Так получилось, что сейчас силы «бунтовщиков» не превышали полутора сотен человек. Естественно, в основном малоопытных стрелков. Аркебузиры, арбалетчики… Да, если будет время, из остальных отрядов можно было собрать еще столько же, но тогда в «сотни», оставшиеся без своих командиров и их сторонников, своих эмиссаров мог прислать лейтенант де Шатонеф, и теперь уже заставить «нейтральную» массу присоединиться к себе, сведя хоть какое-то численное превосходство «защитников» к минимуму.

Недавнее повышение почти трех десятков самых умелых бойцов после победы в аббатстве, заметно улучшило преданность роты своему юному командиру в целом, но преданность телу, которое может умереть с минуты на минуты, это не очень надежное чувство, для того чтобы рисковать жизнью.

— Мастер, месье Паскаль… — лейтенантский оруженосец встретил лихорадочным шепотом. — Я, кажется, знаю, что произошло с господином.

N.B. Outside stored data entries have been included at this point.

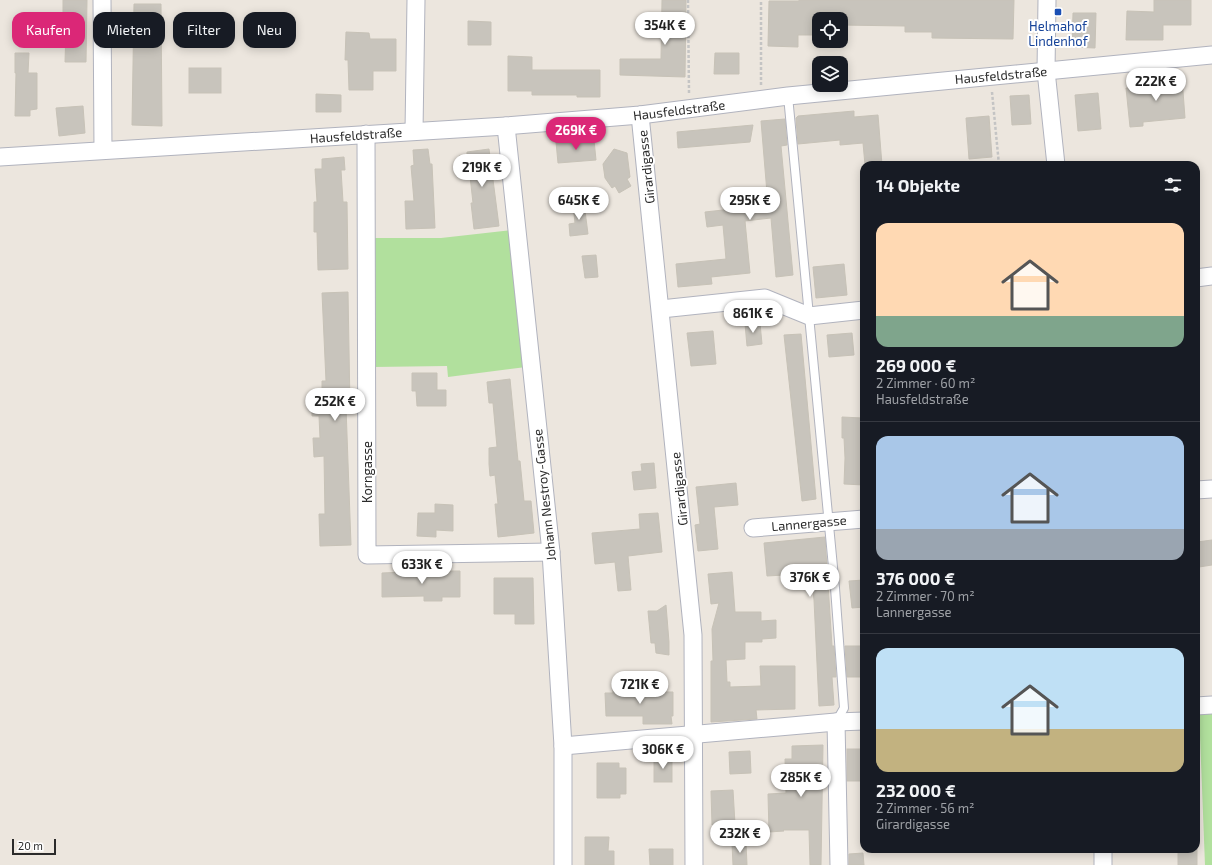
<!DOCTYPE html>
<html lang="de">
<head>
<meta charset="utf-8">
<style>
  body { margin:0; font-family:"Exo 2",sans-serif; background:#20242c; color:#f1f3f6; height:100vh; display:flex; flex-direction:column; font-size:15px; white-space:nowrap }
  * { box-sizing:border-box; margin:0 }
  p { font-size:13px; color:#9ea1a6 }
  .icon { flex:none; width:22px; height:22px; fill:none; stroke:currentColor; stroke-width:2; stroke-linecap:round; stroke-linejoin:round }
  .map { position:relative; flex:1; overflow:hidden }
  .drawer { position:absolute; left:860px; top:161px; width:340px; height:692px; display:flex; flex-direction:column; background:#171b24; border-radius:12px; box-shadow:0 2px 10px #0003 }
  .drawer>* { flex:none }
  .hud { position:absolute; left:12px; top:12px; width:380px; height:36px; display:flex; gap:8px }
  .buttons { position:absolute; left:812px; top:12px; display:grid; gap:8px }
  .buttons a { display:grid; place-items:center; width:36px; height:36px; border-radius:8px; background:#171b24; box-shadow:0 2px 10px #0003; font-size:20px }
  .scale { position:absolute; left:12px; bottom:10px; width:44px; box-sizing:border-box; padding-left:4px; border:2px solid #2b2b2b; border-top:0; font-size:11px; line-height:14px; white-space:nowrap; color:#2b2b2b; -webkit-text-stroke:3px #fff; paint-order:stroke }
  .price { position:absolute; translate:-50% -34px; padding:0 9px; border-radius:14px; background:#fff; color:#222; font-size:13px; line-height:26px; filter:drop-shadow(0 1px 2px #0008) }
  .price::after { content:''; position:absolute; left:50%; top:24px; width:12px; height:9px; margin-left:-6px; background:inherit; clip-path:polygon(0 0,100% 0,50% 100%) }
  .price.current { background:#db2777; color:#fff }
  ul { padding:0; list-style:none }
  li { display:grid; align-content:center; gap:8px; height:212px; padding:0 16px }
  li+li { border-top:1px solid #363941 }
  li span { display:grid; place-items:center; height:124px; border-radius:12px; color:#555 }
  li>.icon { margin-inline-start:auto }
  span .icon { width:72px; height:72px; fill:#fffc; stroke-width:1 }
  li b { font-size:17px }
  h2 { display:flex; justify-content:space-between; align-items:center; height:48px; padding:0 16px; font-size:17px }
  .tag { padding:0 14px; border-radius:12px; background:#171b24; box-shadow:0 2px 10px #0003; font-size:14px; line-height:36px }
  .tag.current { background:#db2777; color:#fff }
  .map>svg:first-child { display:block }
  .green { fill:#b1e09d }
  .building { fill:#c8c4bc; stroke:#c7c2b7 }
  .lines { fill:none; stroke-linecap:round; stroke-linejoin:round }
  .service-casing { stroke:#b1b3be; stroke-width:10 }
  .minor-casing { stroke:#b1b3be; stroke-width:19 }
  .path { stroke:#c4c4c4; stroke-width:2.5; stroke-dasharray:3 2; stroke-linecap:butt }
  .service { stroke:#fff; stroke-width:8 }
  .minor { stroke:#fff; stroke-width:17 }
  .transit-dot { fill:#1a4fb4; stroke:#fff; stroke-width:1.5 }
  .labels { text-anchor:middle; stroke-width:4; stroke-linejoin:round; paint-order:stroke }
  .transit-label { font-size:13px; fill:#164399; stroke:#fff }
  .street-label { font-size:13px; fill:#2b2b2b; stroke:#fff }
</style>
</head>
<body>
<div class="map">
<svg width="1212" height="865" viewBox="0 0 1212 865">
  <rect width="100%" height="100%" fill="#ece6de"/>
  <!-- green -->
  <g class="green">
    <path d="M512,230L526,367L448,377L447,366L373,367L374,238H441Z"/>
    <path d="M1199,710H1212V865H1205Z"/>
  </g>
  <!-- building -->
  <g class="building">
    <path d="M63,0H87L86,62H65L66,29H63Z"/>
    <path d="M662,0H686L685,77L620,75V59H661Z"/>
    <path d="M799,0H1014L1013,39L932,38V32H905V26L841,25V19H819V35H798V47L768,46L769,1H799Z"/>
    <path d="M1154,0H1191V25H1163V40H1126L1127,11L1154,12Z"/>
    <path d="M134,4H161L162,126L132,125Z"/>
    <path d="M1073,13H1096L1095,48L1072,47Z"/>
    <path d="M468,21L491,22V45H468Z"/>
    <path d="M346,32L369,33L370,39H396V71H373V90H349L348,60H345Z"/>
    <path d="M15,53H29L28,73H37V109L30,110V116H15L16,73H15Z"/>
    <path d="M715,53H739V74H714Z"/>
    <path d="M508,56L532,57V70H600V97H577V95H532V91H508Z"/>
    <rect x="189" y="68" width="32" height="25"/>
    <path d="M1182,78L1185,118L1143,122V126L1130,127L1126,88L1155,85L1154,81Z"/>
    <path d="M1098,93L1101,129L1078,131L1075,95Z"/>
    <path d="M316,94L341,95V112H316Z"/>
    <path d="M1029,95L1031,124L1012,125L1010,96Z"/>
    <path d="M83,106L85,133L59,136L56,108Z"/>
    <path d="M854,111V117L878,115L882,165H865L863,143L840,145V140L798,144L796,118L798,116Z"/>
    <path d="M989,116L992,157L969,159L966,118Z"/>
    <path d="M785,119L787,145L781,146L793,275L776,277L771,218L745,221L750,273L711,277L712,284L678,287L676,264L726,259L723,225L707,227L705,212L768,205L761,121Z"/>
    <path d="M753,125L750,142L678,148L677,132Z"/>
    <path d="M580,140V142L594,140L596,160L558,163L556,142Z"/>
    <path d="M428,149L430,164H432L435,228L406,229L405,201H414L411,166L414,165L413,150Z"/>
    <path d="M489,149L499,226L474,229L471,203H473L469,167L460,168L459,156L467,155V152Z"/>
    <path d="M614,149L627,153L630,177L627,179L631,186L619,193L615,186L612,188L605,178L603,164Z"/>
    <path d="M344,157L345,170H341L343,202H347L348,269L318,270L317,232H314V202H317L315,169H322V159Z"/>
    <path d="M584,203L588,234L570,236L569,224L575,223L573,204Z"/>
    <path d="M596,255L598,277L585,278L582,256Z"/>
    <path d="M844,264L847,295L816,298L813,267Z"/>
    <path d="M348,292L350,407H346L351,545L320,546L319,514H325L324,456L314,457L313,438H320L319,416H312V395H322V381H326L322,293Z"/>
    <path d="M760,323L762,344L747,346L745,324Z"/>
    <path d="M713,331L716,364L691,366L687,333Z"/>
    <path d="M852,333L854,355L829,357L827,335Z"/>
    <path d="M801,334L816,499L802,501L784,335Z"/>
    <path d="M412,373H437V390H446V406H417L416,391H412Z"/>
    <path d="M510,379L518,461H520L524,501H531L534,533L498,537L495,504H498L495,475L490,476L489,464V448L497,447L493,403H489L487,382Z"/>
    <path d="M842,417L862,418L864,485L844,484L845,458L844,438H842Z"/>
    <path d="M654,463L656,488L634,490L632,472L642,471L641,464Z"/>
    <path d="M736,483L738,505L714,507L718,549L698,551L695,525L700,524L696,487Z"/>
    <path d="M435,504L453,505V531L436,530V537L417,536L418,513H435Z"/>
    <path d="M658,513L662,552L628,556L631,590L618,591L615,562L595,564L592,533L640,529L639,514Z"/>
    <path d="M825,537L832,646H834L836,677H832L834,705L819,706L814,600L811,576L785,578L784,575L767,576L764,543Z"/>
    <path d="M1212,540V565L1199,567L1197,542Z"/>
    <path d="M427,571H460V597H442V601H424V596L382,597V573Z"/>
    <path d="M732,572L735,612H761V621L776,620V638L762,639V642H745V659L726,660L727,682H730V687L761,686L760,666H795V709L756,710L757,719L711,722V661H713L712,629L719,603L711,604L708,574Z"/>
    <path d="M494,578H533L534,624H515V614H494Z"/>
    <path d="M864,580V607L852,608L849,581Z"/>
    <path d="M666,605L669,642V655L656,653L655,643H651L648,611H657Z"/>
    <path d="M845,646H864V677H847Z"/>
    <path d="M613,686H635V692H673V716H671L672,724H643V716H606L605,693H613Z"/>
    <path d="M823,745L821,865H810L809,830H783L784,831L769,832L768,794L786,793L785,759H792V746Z"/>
    <rect x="847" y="749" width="16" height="32"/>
    <path d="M750,751L751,773L730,774L729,752Z"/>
    <rect x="654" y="757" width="18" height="25"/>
    <path d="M597,763H619V768H626V794H620V798H597Z"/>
    <path d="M733,790L735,824L712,825L711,791Z"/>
    <path d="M585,837H609L608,851H614V865H585Z"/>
    <path d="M746,843L747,865H733L732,844Z"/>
    <path d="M649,849H673V865H650Z"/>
    <rect x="1178" y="849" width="19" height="16"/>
    <path d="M863,853L864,865H849V854Z"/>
  </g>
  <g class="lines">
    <defs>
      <path id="service" d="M788,96L835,588L844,708L836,722"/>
      <g id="minor">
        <path d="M102,0L103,150"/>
        <path d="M1047,0L1046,71L1056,165"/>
        <path d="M640,115L693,635L694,865"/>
        <path d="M506,126L551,552L563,746V865"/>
        <path d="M414,131L416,0"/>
        <path d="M366,134L367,555L551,552"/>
        <path d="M0,157L506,126L640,115L788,96L1212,55"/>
        <path d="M1196,278L1212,276"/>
        <path d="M661,309L765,298L809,316L864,310"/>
        <path d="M1196,490L1212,489"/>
        <path d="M753,528L864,519"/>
        <path d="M1196,706L1212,705"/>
        <path d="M836,722L839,865"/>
        <path d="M563,746L836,722L864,721"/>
        <path d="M1103,865V849"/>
      </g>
    </defs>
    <!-- service casing -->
    <use href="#service" class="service-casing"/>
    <!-- minor casing -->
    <use href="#minor" class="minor-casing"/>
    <!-- path -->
    <g class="path">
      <path d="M688,0L689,93"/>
      <path d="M761,85V0"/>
      <path d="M992,92L999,165"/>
    </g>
    <!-- service -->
    <use href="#service" class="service"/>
    <!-- minor -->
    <use href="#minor" class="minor"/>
  </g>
  <!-- markers -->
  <rect class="transit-dot" x="1054" y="8" width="8" height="8" rx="2"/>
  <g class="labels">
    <!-- transit labels -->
    <g class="transit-label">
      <text x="1058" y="31">Helmahof<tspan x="1058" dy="15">Lindenhof</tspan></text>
    </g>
    <!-- street labels -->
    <g class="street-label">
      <text transform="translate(1001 75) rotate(-5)" y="5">Hausfeldstraße</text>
      <text transform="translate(679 110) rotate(-7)" y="5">Hausfeldstraße</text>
      <text transform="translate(356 135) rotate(-4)" y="5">Hausfeldstraße</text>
      <text transform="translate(646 167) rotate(-96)" y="5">Girardigasse</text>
      <text transform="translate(367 472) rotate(-90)" y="5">Korngasse</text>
      <text transform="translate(679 489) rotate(-96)" y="5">Girardigasse</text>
      <text transform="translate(544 495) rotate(-96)" y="5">Johann Nestroy-Gasse</text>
      <text transform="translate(809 523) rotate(-5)" y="5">Lannergasse</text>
    </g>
  </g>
</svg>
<div class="buttons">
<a><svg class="icon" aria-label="locate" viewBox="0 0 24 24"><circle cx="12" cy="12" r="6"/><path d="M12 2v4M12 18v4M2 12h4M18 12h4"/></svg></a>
<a><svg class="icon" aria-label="layers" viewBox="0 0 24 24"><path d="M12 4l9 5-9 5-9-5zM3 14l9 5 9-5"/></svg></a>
</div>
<div class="scale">20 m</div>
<b class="price" style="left:665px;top:46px">354K €</b>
<b class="price" style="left:1156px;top:102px">222K €</b>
<b class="price current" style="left:576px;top:151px">269K €</b>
<b class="price" style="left:482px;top:188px">219K €</b>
<b class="price" style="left:579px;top:221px">645K €</b>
<b class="price" style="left:750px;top:221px">295K €</b>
<b class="price" style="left:753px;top:334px">861K €</b>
<b class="price" style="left:335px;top:422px">252K €</b>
<b class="price" style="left:422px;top:585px">633K €</b>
<b class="price" style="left:810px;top:598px">376K €</b>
<b class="price" style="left:640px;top:705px">721K €</b>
<b class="price" style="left:663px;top:770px">306K €</b>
<b class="price" style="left:801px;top:798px">285K €</b>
<b class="price" style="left:740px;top:854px">232K €</b>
<div class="hud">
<a class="tag current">Kaufen</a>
<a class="tag">Mieten</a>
<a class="tag">Filter</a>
<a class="tag">Neu</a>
</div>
<section class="drawer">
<h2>14 Objekte<svg class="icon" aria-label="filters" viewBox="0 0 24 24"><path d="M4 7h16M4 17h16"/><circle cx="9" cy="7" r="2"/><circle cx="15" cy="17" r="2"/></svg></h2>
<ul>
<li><span style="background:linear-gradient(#ffd9b3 75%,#7fa58c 0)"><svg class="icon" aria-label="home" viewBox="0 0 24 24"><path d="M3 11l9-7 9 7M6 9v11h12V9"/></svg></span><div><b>269 000 €</b><p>2 Zimmer · 60 m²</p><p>Hausfeldstraße</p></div></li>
<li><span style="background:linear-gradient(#a9c7e8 75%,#9aa5b1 0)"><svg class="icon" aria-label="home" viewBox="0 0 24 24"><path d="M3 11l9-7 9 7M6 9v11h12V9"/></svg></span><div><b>376 000 €</b><p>2 Zimmer · 70 m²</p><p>Lannergasse</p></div></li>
<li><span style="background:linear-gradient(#bfe0f5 65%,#c2b280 0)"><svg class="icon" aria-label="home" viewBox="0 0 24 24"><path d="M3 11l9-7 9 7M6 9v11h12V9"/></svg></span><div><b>232 000 €</b><p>2 Zimmer · 56 m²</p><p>Girardigasse</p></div></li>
</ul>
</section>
</div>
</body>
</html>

И нет, он не отравлен…

— Рассказывай!

— Я лучше покажу, иначе боюсь, вы мне не поверите… — смутился парень.

— Тогда подожди…

Через пять минут в просторном шатре лейтенанта собрались все более-менее влиятельные защитники его тела. Дирк лежало на своем ложе обнаженный по пояс, и выглядел так, будто болеет уже не одну неделю.

Все мимические морщины на юном лице заострились, а по-юношески пухлые губы истончились. Казалось тело хорошо сложенного и тренированного парня, сжигает какой-то внутренний жар, но любой, кто решился бы проверить это, легко мог убедиться, что это совсем не так.

Дирк был скорее, слишком холодный. Догадаться, что он действительно все еще жив, можно было только по очень редкому, почти не прощупываемому пульсу. Ну и испарине, что образовывалась на подносимом к губам бронзовом зеркальце…

Народ набился внутрь очень плотно, но болтать никто не решался из уважения к хозяину шатра. Здесь были люди, что зависели от того, останется ли шевалье в живых, и те, кто надеялся получить свою заслуженную долю от его успехов.

Чаще всего и первые, и вторые — были одними и теми же людьми.

Например, все кому лейтенант пообещал статус ветерана и двойное жалованье — будущие доппельзольднеры — в случае смерти лейтенанта могли попрощаться со своими мечтами.